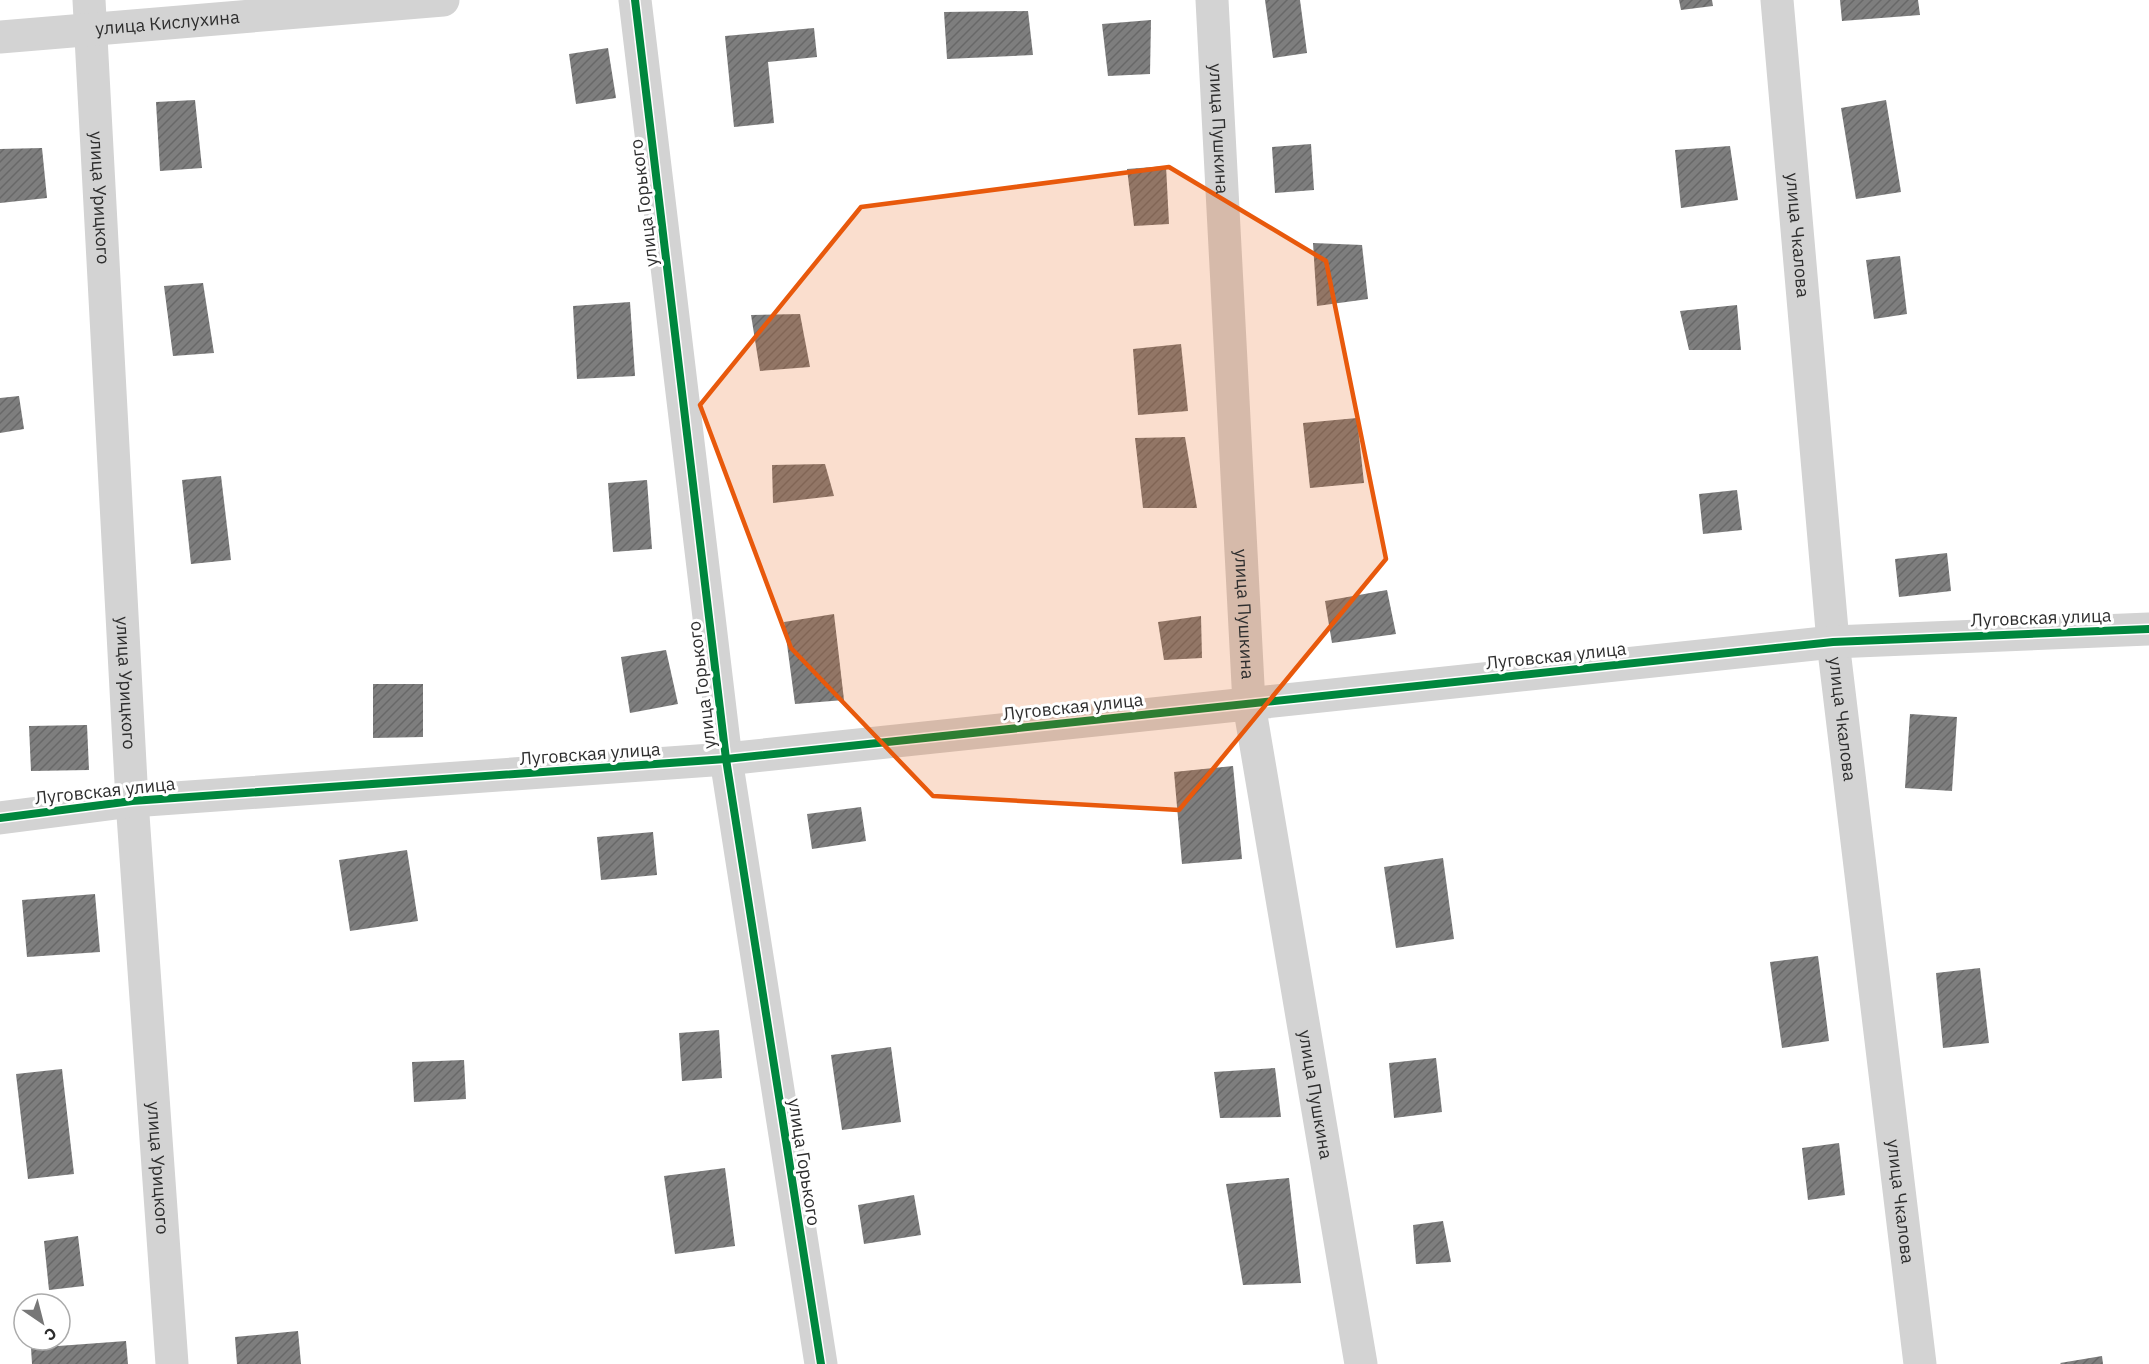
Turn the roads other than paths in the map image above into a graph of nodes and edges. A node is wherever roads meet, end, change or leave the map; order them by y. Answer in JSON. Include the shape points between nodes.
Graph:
{"nodes":[{"id":1,"x":443,"y":0,"type":"edge"},
{"id":2,"x":635,"y":0,"type":"edge"},
{"id":3,"x":1212,"y":0,"type":"edge"},
{"id":4,"x":1777,"y":0,"type":"edge"},
{"id":5,"x":88,"y":14,"type":"edge"},
{"id":6,"x":0,"y":37,"type":"edge"},
{"id":7,"x":2149,"y":629,"type":"edge"},
{"id":8,"x":1833,"y":642,"type":"junction"},
{"id":9,"x":1249,"y":704,"type":"junction"},
{"id":10,"x":726,"y":759,"type":"junction"},
{"id":11,"x":132,"y":801,"type":"junction"},
{"id":12,"x":0,"y":818,"type":"edge"},
{"id":13,"x":172,"y":1364,"type":"edge"},
{"id":14,"x":821,"y":1364,"type":"edge"},
{"id":15,"x":1361,"y":1364,"type":"edge"},
{"id":16,"x":1920,"y":1364,"type":"edge"}],
"edges":[{"from":1,"to":5,"type":"street","name":"улица Кислухина"},
{"from":2,"to":10,"type":"street","name":"улица Горького"},
{"from":3,"to":9,"type":"street","name":"улица Пушкина"},
{"from":4,"to":8,"type":"street","name":"улица Чкалова"},
{"from":5,"to":6,"type":"street","name":"улица Кислухина"},
{"from":5,"to":11,"type":"street","name":"улица Урицкого"},
{"from":7,"to":8,"type":"street","name":"Луговская улица"},
{"from":8,"to":9,"type":"street","name":"Луговская улица"},
{"from":8,"to":16,"type":"street","name":"улица Чкалова"},
{"from":9,"to":10,"type":"street","name":"Луговская улица"},
{"from":9,"to":15,"type":"street","name":"улица Пушкина"},
{"from":10,"to":11,"type":"street","name":"Луговская улица"},
{"from":10,"to":14,"type":"street","name":"улица Горького"},
{"from":11,"to":12,"type":"street","name":"Луговская улица"},
{"from":11,"to":13,"type":"street","name":"улица Урицкого"}]}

= EXERCISE =
Compute how many lines of the records above hold the string "nodes". Give the number with no other output.

= EXPECTED ANSWER =
2